Electricity prices briefly surged past a $9,000 a megawatt-hour price cap in Texas as extreme heat sent power demand skyrocketing and forced the state’s grid operator to declare an emergency.

As temperatures in Dallas climbed to 103 degrees Fahrenheit (39 Celsius), the Electric Reliability Council of Texas issued an emergency alert, calling on all power plants to ramp up and asking customers to conserve. At one point on Tuesday afternoon, the region had just 2,121 megawatts left in power reserves, less than 3% of total demand on the system.
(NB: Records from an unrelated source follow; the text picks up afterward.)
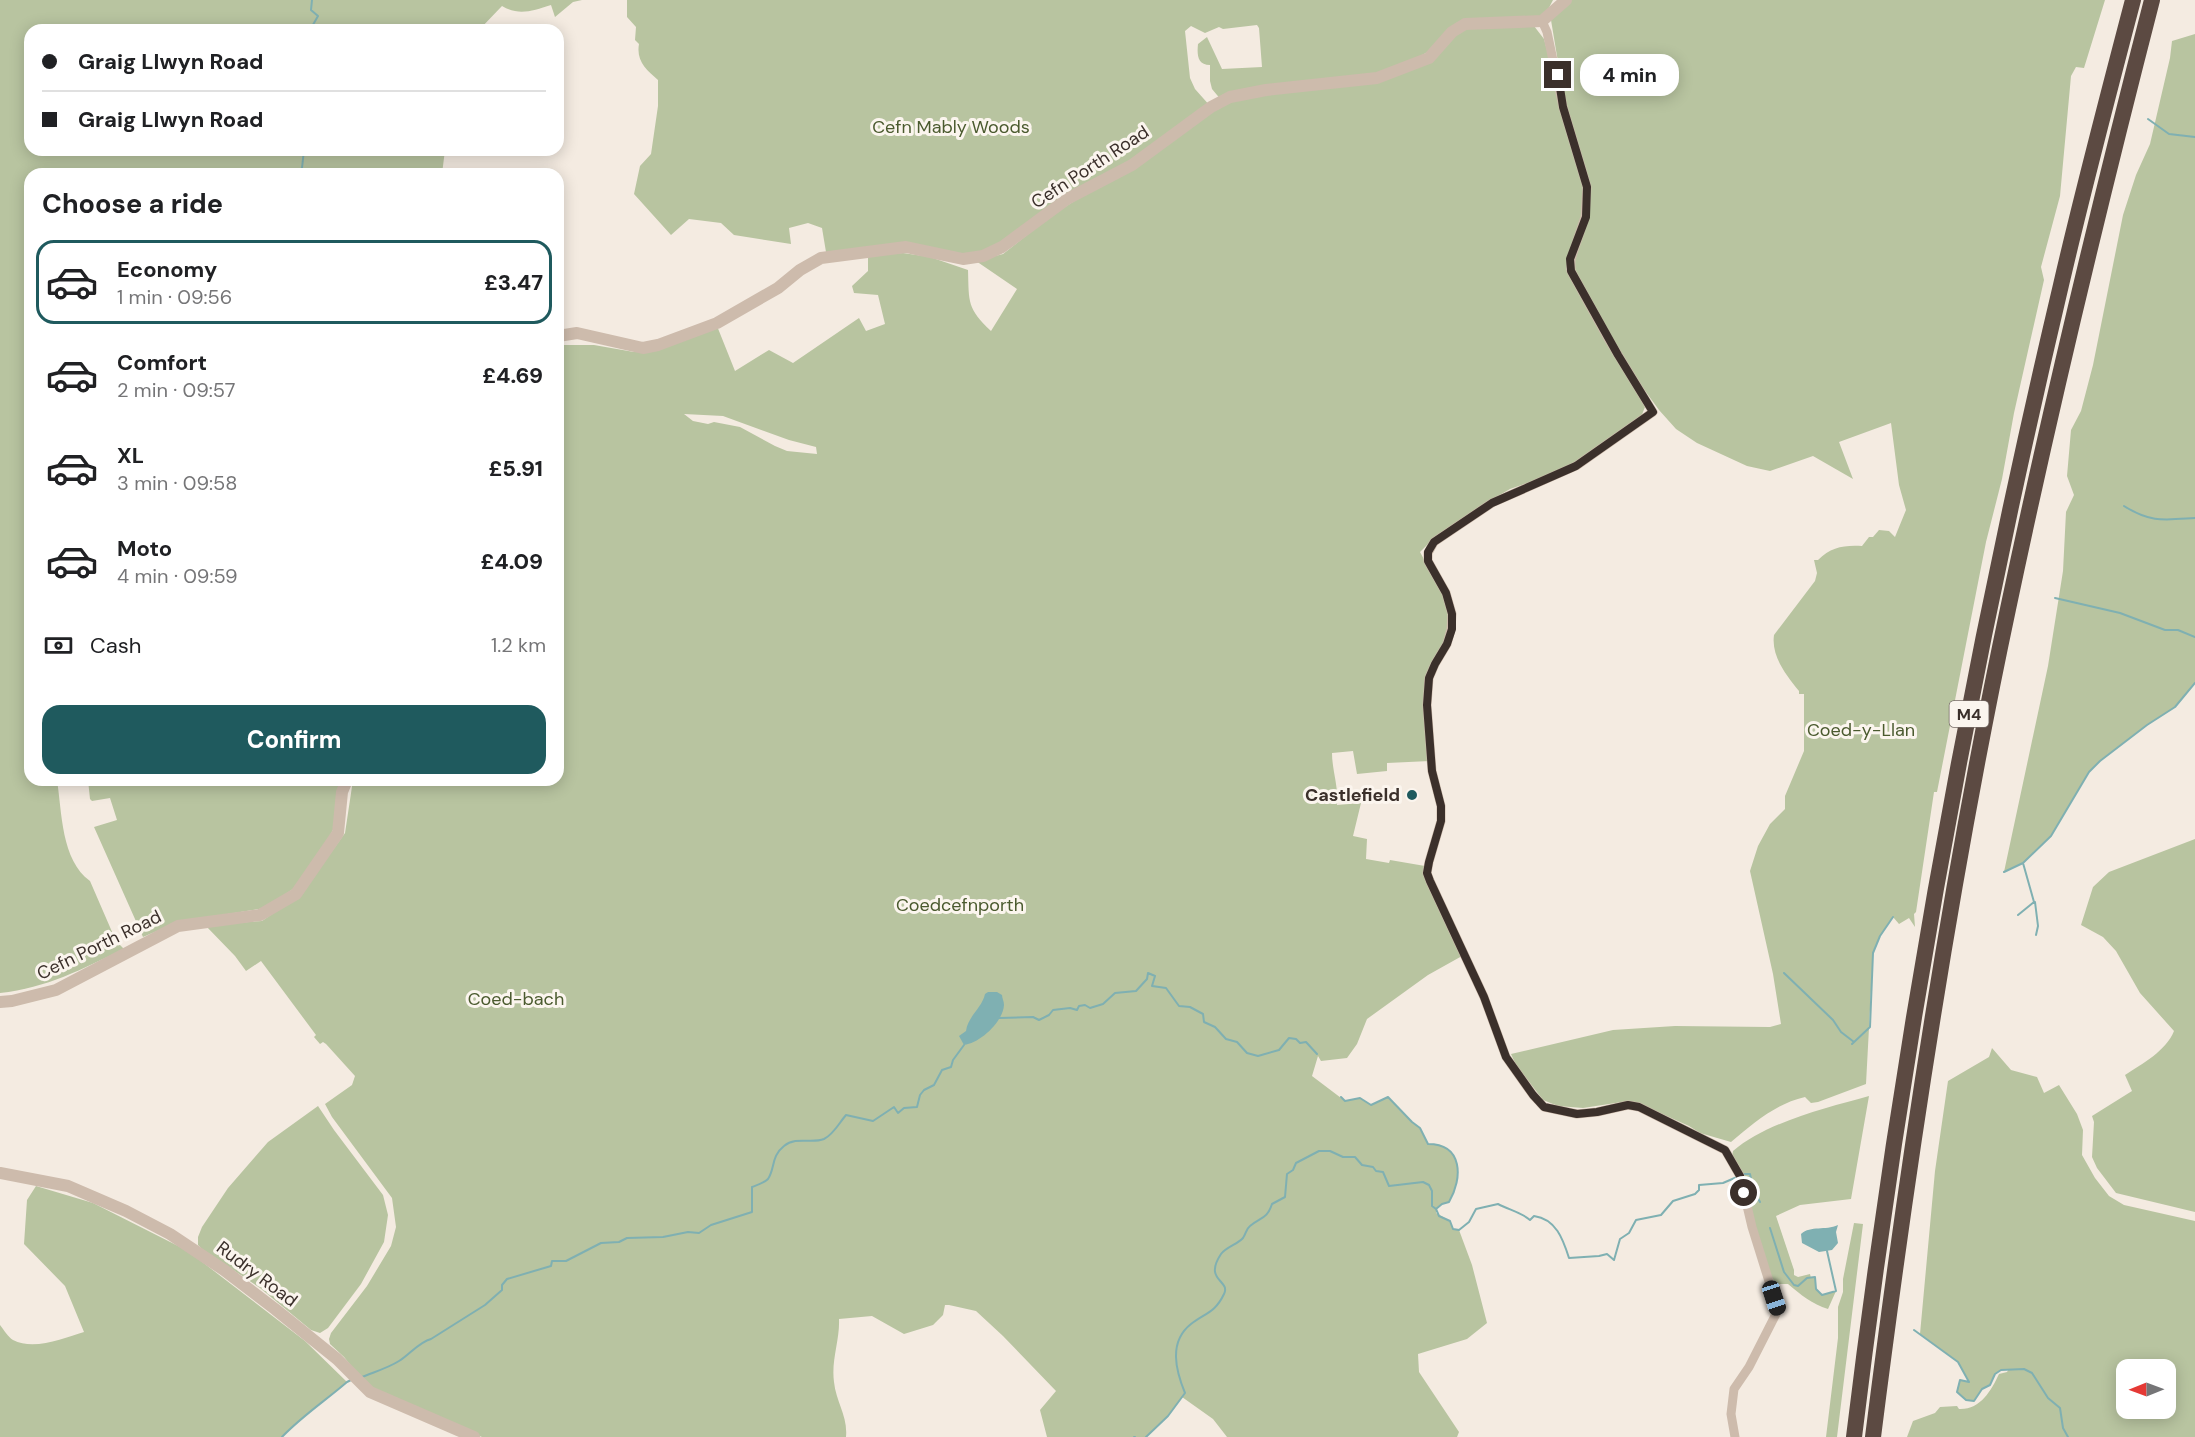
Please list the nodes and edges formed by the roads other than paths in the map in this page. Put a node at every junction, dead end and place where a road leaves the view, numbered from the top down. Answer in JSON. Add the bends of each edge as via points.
{"nodes":[{"id":1,"x":1566,"y":0,"type":"edge"},
{"id":2,"x":2133,"y":0,"type":"edge"},
{"id":3,"x":2152,"y":0,"type":"edge"},
{"id":4,"x":1542,"y":21,"type":"junction"},
{"id":5,"x":564,"y":335,"type":"edge"},
{"id":6,"x":344,"y":786,"type":"edge"},
{"id":7,"x":0,"y":1002,"type":"edge"},
{"id":8,"x":0,"y":1173,"type":"edge"},
{"id":9,"x":474,"y":1437,"type":"edge"},
{"id":10,"x":1735,"y":1437,"type":"edge"},
{"id":11,"x":1854,"y":1437,"type":"edge"},
{"id":12,"x":1873,"y":1437,"type":"edge"}],
"edges":[{"from":1,"to":4,"type":"street"},
{"from":2,"to":11,"type":"highway","number":"M4","via":[[2061,285],[1967,724],[1910,1039]]},
{"from":3,"to":12,"type":"highway","number":"M4","via":[[2076,304],[2005,623],[1907,1182]]},
{"from":4,"to":5,"type":"street","name":"Cefn Porth Road","via":[[1465,24],[1452,32],[1429,58],[1377,78],[1230,97],[1214,104],[1132,165],[1067,199],[1002,247],[983,256],[963,259],[906,247],[821,258],[717,323],[658,345],[643,348],[577,333]]},
{"from":4,"to":10,"type":"street","via":[[1587,187],[1586,217],[1570,259],[1571,271],[1653,412],[1576,466],[1492,503],[1434,542],[1428,552],[1428,561],[1446,593],[1452,629],[1428,687],[1432,771],[1441,821],[1427,873],[1484,997],[1506,1057],[1544,1107],[1577,1114],[1628,1105],[1639,1107],[1725,1150],[1740,1176],[1778,1310],[1734,1389],[1731,1414]]},
{"from":6,"to":7,"type":"street","name":"Cefn Porth Road","via":[[338,833],[296,894],[270,911],[178,926],[56,990]]},
{"from":8,"to":9,"type":"street","name":"Rudry Road","via":[[68,1186],[170,1234],[275,1309],[337,1359],[370,1392]]}]}
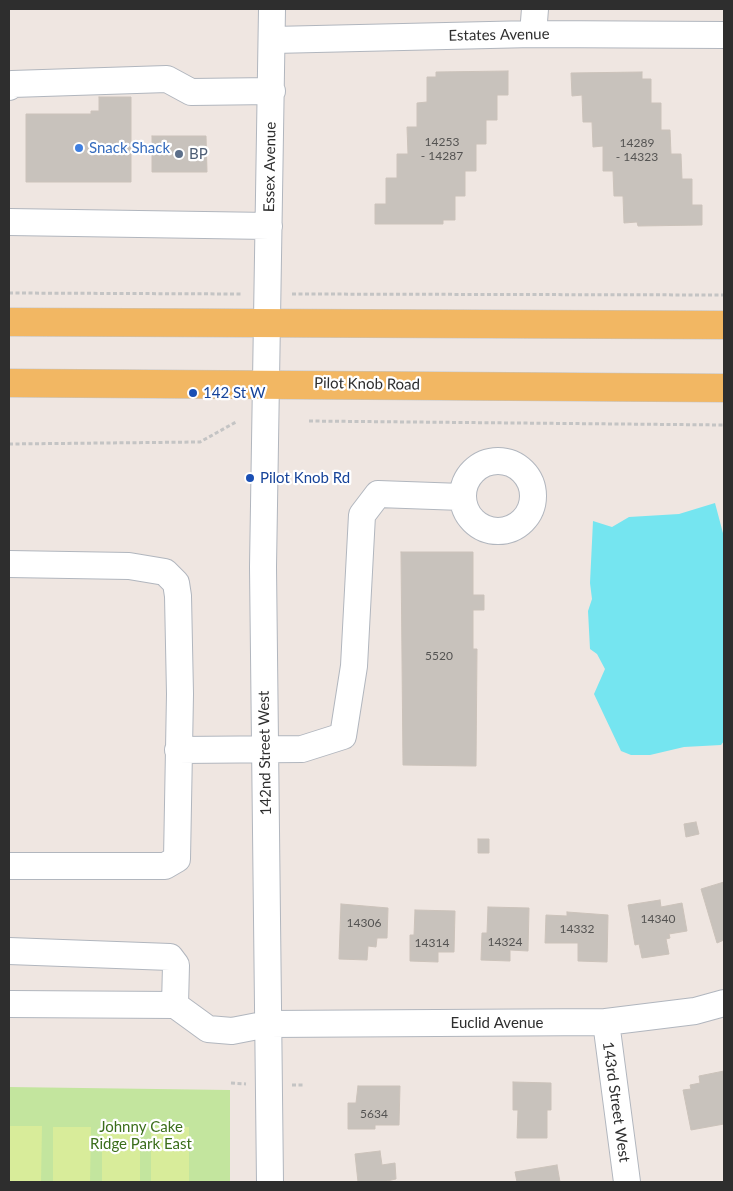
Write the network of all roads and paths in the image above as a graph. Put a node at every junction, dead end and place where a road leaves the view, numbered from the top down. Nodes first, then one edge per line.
1 (272, 9) edge
2 (534, 21) edge
3 (724, 35) edge
4 (273, 40) junction
5 (9, 87) edge
6 (272, 91) junction
7 (9, 222) edge
8 (269, 226) junction
9 (9, 293) edge
10 (310, 293) dead end
11 (234, 294) dead end
12 (724, 295) edge
13 (9, 322) edge
14 (267, 325) junction
15 (724, 325) edge
16 (9, 383) edge
17 (266, 383) junction
18 (724, 388) edge
19 (308, 421) dead end
20 (236, 422) dead end
21 (724, 425) edge
22 (9, 444) edge
23 (462, 497) dead end
24 (9, 564) edge
25 (178, 750) junction
26 (265, 750) junction
27 (9, 866) edge
28 (9, 951) edge
29 (724, 1003) edge
30 (9, 1004) edge
31 (175, 1005) junction
32 (606, 1022) junction
33 (268, 1024) junction
34 (270, 1182) edge
35 (627, 1182) edge

1 - 4 street, Essex Avenue
2 - 3 street, Estates Avenue
2 - 4 street, Estates Avenue
4 - 6 street, Essex Avenue
5 - 6 street
6 - 8 street, Essex Avenue
7 - 8 street
8 - 14 street, Essex Avenue
9 - 11 path
10 - 12 path
13 - 14 main road
14 - 15 main road
14 - 17 street, 142nd Street West
16 - 17 main road, Pilot Knob Road
17 - 18 main road, Pilot Knob Road
17 - 26 street, 142nd Street West
19 - 21 path
20 - 22 path
23 - 26 street
24 - 25 street
25 - 26 street
25 - 27 street
26 - 33 street, 142nd Street West
28 - 31 street
29 - 32 street, Euclid Avenue
30 - 31 street
31 - 33 street, Euclid Avenue
32 - 33 street, Euclid Avenue
32 - 35 street, 143rd Street West
33 - 34 street, 142nd Street West

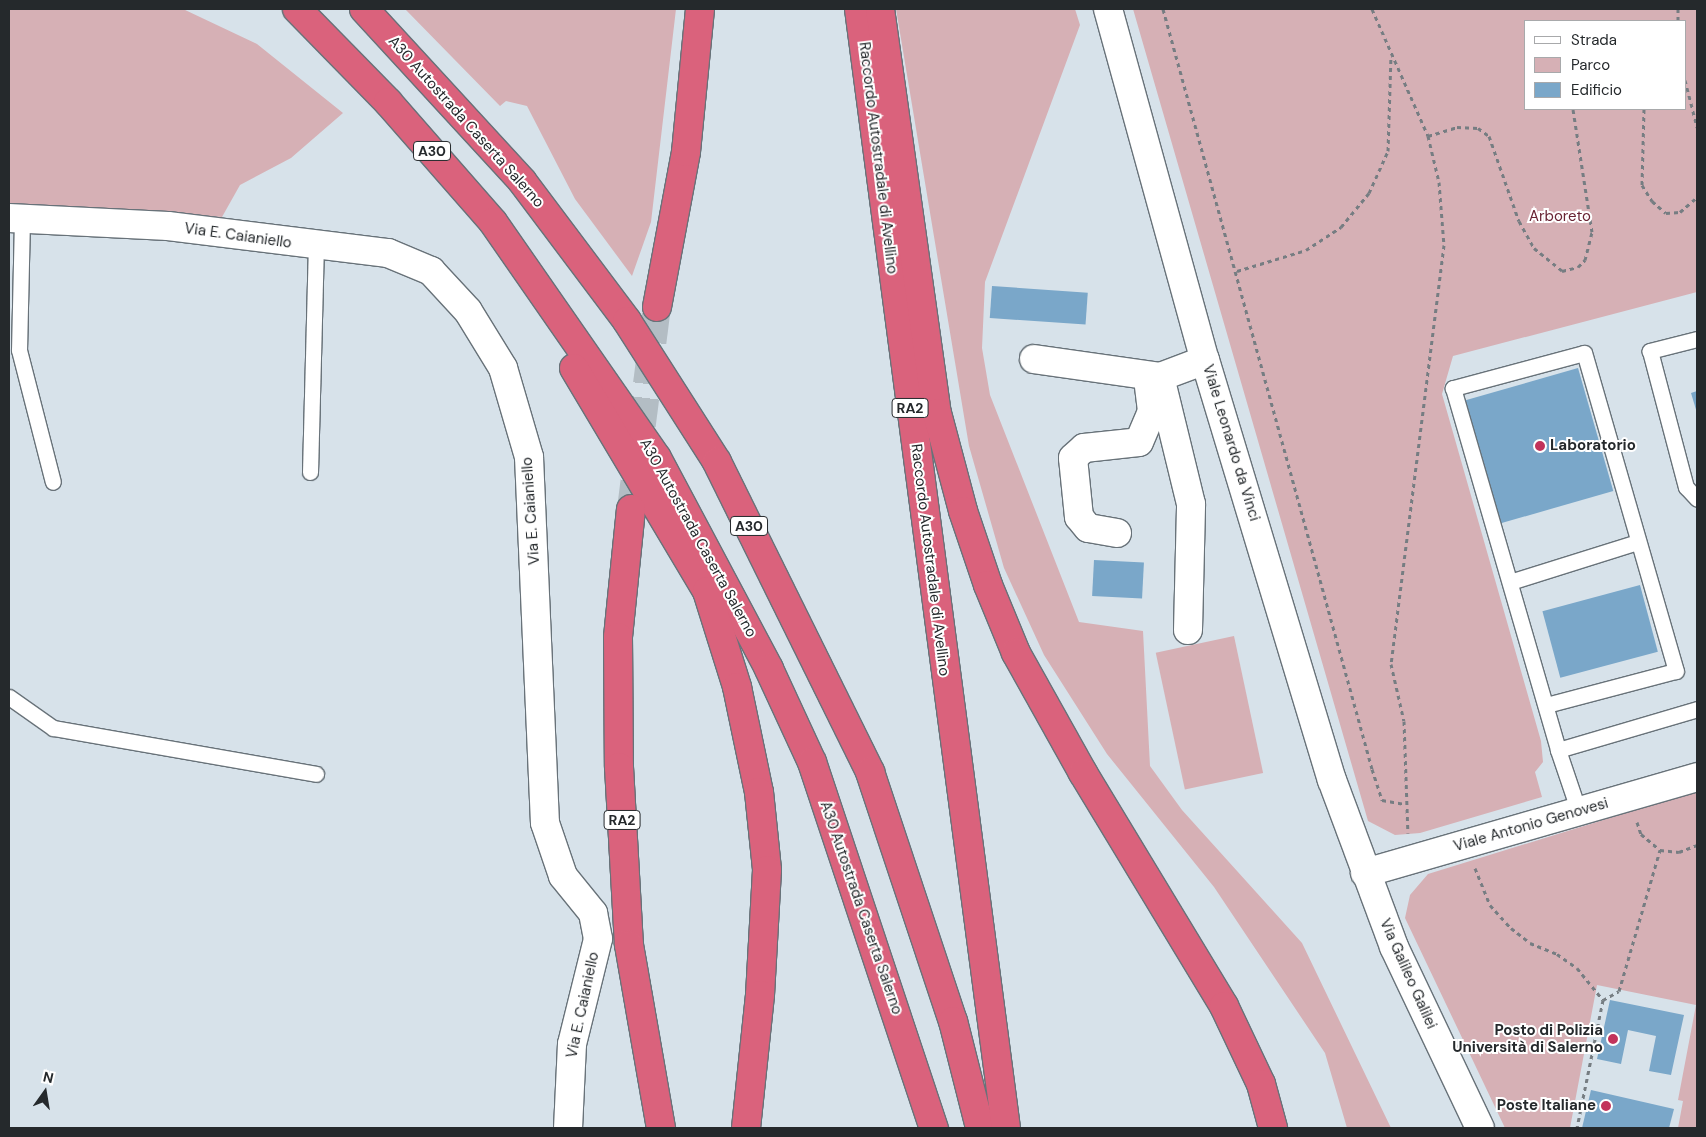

... ERCOT has said its planning reserve margin for this summer was a historically low 7.4% because several generators have been retired even though demand is rising

Lower power prices make it difficult for some generators, like those operating old coal-fired plants, to make money selling electricity.
Title: Re: Heatwaves
Post by: Tom_Mazanec on August 14, 2019, 04:00:18 AM
Heat waves like the ongoing event in the Southern Plains and Gulf Coast are becoming increasingly humid, which makes them more dangerous to human health.
https://www.washingtonpost.com/weather/2019/08/13/increasing-humidity-driven-part-by-climate-change-is-making-even-modest-heat-waves-unbearable/
Title: Re: Heatwaves
Post by: vox_mundi on August 15, 2019, 11:19:17 PM
A Weather Station Above the Arctic Circle Hit 94.6 Degrees Fahrenheit
https://earther.gizmodo.com/a-weather-station-above-the-arctic-circle-hit-94-6-degr-1837274379

According to data released in the National Oceanic and Atmospheric Administration’s (NOAA) monthly climate analysis, a weather station in Sweden north of the Arctic Circle hit a stunning 94.6 Fahrenheit (34.8 degrees Celsius) last month.

... The steamy temperature was recorded on July 26 in the small Swedish outpost of Markusvinsa, which sits on the southern edge of the Arctic Circle. Deke Arndt, a NOAA climate scientist, said on a call with reporters that the data was analyzed and quality controlled by the Swedish Meteorological and Hydrological Institute and that “they have established that as highest temperature north of the Arctic Circle” for the country. For comparison, the hottest temperature recorded in New York City last month was 95 degrees Fahrenheit (35 degrees Celsius).
Title: Re: Heatwaves
Post by: Tom_Mazanec on August 19, 2019, 05:43:02 PM
Alaska has been in the throes of an unprecedented heat wave this summer, and the heat stress is killing salmon in large numbers.
Scientists have observed die-offs of several varieties of Alaskan salmon, including sockeye, chum and pink salmon.